EXERCISE PROMPT:
Copy, from the entries below, each line in which the string "THIRD" appears.

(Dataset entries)
[Start of Attachment]

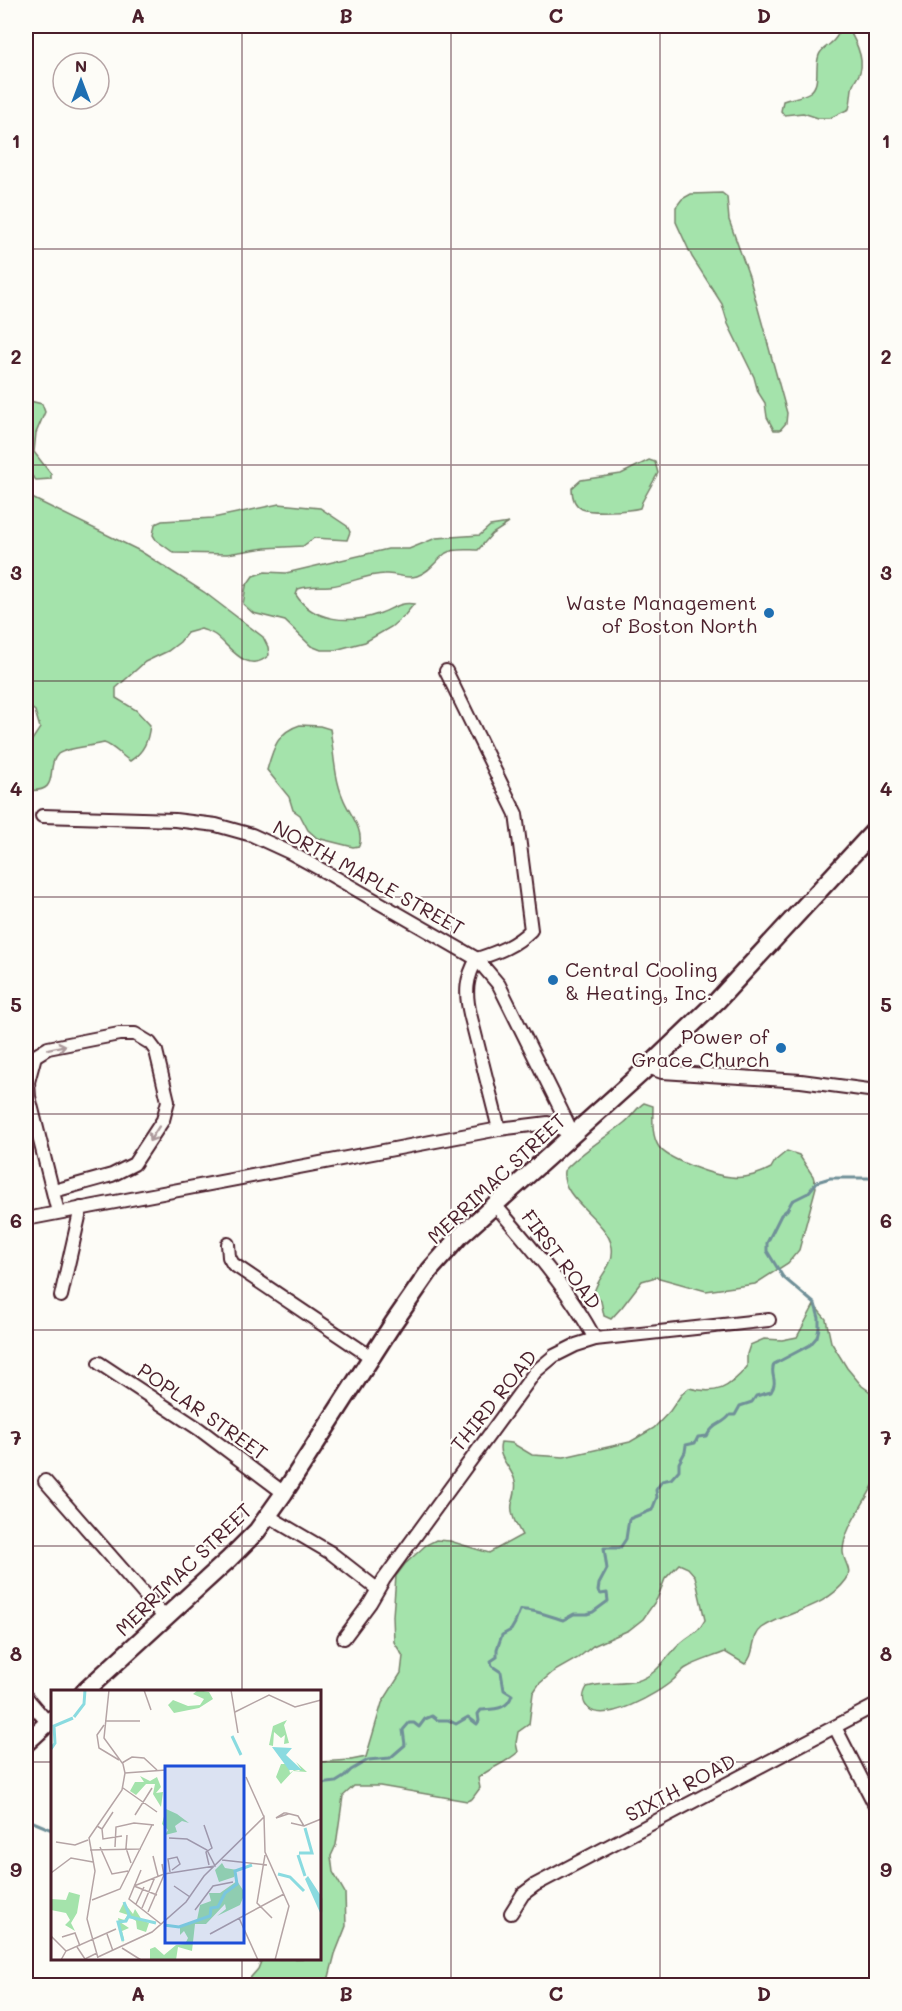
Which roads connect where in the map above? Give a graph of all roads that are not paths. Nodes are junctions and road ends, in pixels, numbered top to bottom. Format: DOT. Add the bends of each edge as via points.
graph roads {
  1 [pos="446,671"];
  2 [pos="42,816"];
  3 [pos="876,829"];
  4 [pos="477,959"];
  5 [pos="648,1067"];
  6 [pos="876,1091"];
  7 [pos="499,1129"];
  8 [pos="573,1134"];
  9 [pos="54,1191"];
  10 [pos="494,1204"];
  11 [pos="81,1208"];
  12 [pos="58,1212"];
  13 [pos="26,1219"];
  14 [pos="228,1244"];
  15 [pos="61,1296"];
  16 [pos="769,1320"];
  17 [pos="595,1340"];
  18 [pos="371,1357"];
  19 [pos="99,1364"];
  20 [pos="45,1481"];
  21 [pos="284,1493"];
  22 [pos="268,1516"];
  23 [pos="377,1589"];
  24 [pos="165,1618"];
  25 [pos="344,1638"];
  26 [pos="86,1690"];
  27 [pos="26,1697"];
  28 [pos="876,1705"];
  29 [pos="50,1721"];
  30 [pos="835,1727"];
  31 [pos="26,1743"];
  32 [pos="876,1807"];
  33 [pos="511,1913"];
  1 -- 4 [label="street" via="516,814 531,930 508,948"];
  2 -- 4 [label="street, NORTH MAPLE STREET" via="175,820 252,835 331,874"];
  3 -- 5 [label="main road, MERRIMAC STREET" via="717,1001"];
  4 -- 7 [label="street" via="468,980 466,999"];
  4 -- 8 [label="street, NORTH MAPLE STREET" via="499,984"];
  5 -- 6 [label="street" via="662,1072 805,1081"];
  5 -- 8 [label="main road, MERRIMAC STREET"];
  7 -- 8 [label="street" via="548,1123"];
  7 -- 11 [label="street"];
  8 -- 10 [label="main road, MERRIMAC STREET"];
  9 -- 9 [label="street, one-way" via="29,1097 28,1082 35,1056 48,1048 119,1034 145,1038 156,1051 166,1092 163,1120 138,1159 126,1169"];
  9 -- 12 [label="street"];
  10 -- 17 [label="street, FIRST ROAD" via="578,1311"];
  10 -- 18 [label="main road, MERRIMAC STREET" via="434,1265"];
  11 -- 12 [label="street"];
  11 -- 15 [label="street"];
  12 -- 13 [label="street"];
  14 -- 18 [label="street" via="233,1264"];
  16 -- 17 [label="street, THIRD ROAD"];
  17 -- 23 [label="street, THIRD ROAD" via="554,1356 535,1372"];
  18 -- 21 [label="main road, MERRIMAC STREET"];
  19 -- 21 [label="street, POPLAR STREET" via="199,1429"];
  20 -- 24 [label="street"];
  21 -- 22 [label="main road, MERRIMAC STREET"];
  22 -- 23 [label="street" via="331,1553"];
  22 -- 24 [label="main road, MERRIMAC STREET" via="243,1546"];
  23 -- 25 [label="street, THIRD ROAD"];
  24 -- 26 [label="main road, MERRIMAC STREET"];
  27 -- 29 [label="street"];
  28 -- 30 [label="street, SIXTH ROAD"];
  29 -- 31 [label="main road"];
  30 -- 32 [label="street"];
  30 -- 33 [label="street, SIXTH ROAD" via="535,1885 523,1894"];
}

[End of Attachment]

EXERCISE RESPONSE:
  16 -- 17 [label="street, THIRD ROAD"];
  17 -- 23 [label="street, THIRD ROAD" via="554,1356 535,1372"];
  23 -- 25 [label="street, THIRD ROAD"];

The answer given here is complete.